This spiced oven-roasted honeynut squash recipe is incredibly easy to make, seasoned with an aromatic combination of fall spices like cinnamon, coriander, cumin, and ginger. It takes about 45 minutes to make and comes out incredibly flavorful and aromatic.
Preheat the oven to 425℉ and line a large baking sheet with parchment paper.
Pop the stem off each honeynut squash, wash them, and dry well.
Cut each squash in half, lengthwise. Use a big spoon to scoop out the seeds and membrane from the inside of squash cavity.
Place the squash halves cut side down on the cutting board and cut each one into cubes.
Place the cubes into a large mixing bowl and toss it with olive oil.
Sprinkle in the seasonings and toss until all squash is evenly coated.
Spread the seasoned squash cubes on the prepared baking dish, make sure to spread in one even layer.
Roast in the oven for 20-25 minutes, until completely tender.
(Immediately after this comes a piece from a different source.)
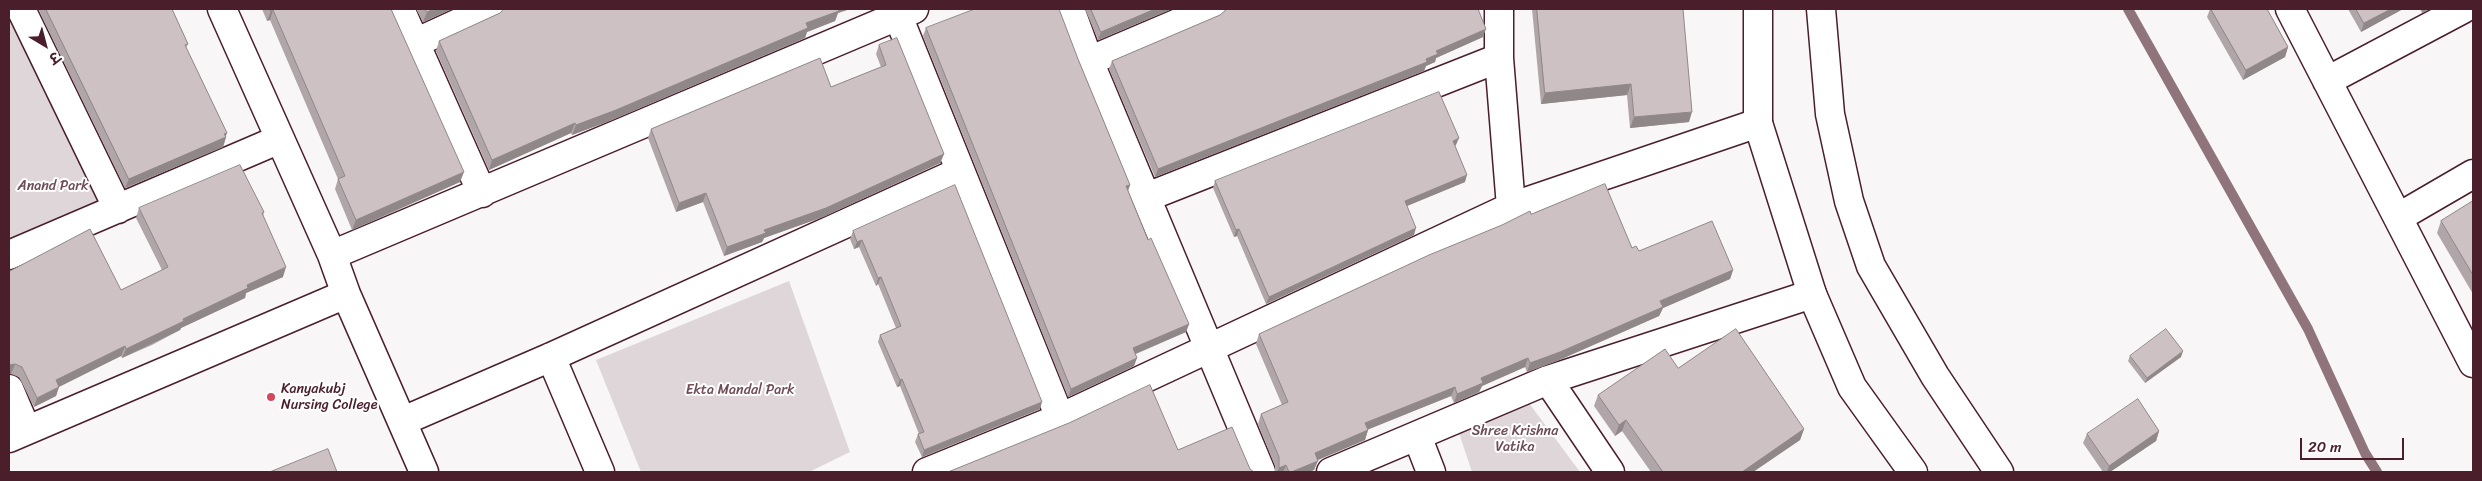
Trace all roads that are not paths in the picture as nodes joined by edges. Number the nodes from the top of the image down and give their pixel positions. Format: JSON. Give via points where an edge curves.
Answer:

Melt butter and whisk it with honey. Drizzle honey butter over the roasted squash in the baking sheet and then slide the roasted squash into the serving dish (don't worry, it will mix during the transfer.)
Notes
Storing - store leftover roasted squash in an air-tight container, in the refrigerator for 3-4 days. Peeling or not peeling the honeynut squash - no, you don’t have to peel it. The skin of a honeynut squash is thin and cooks tender. You can choose to peel it if you wish, just note it will lose some structure. But either way it not a big deal.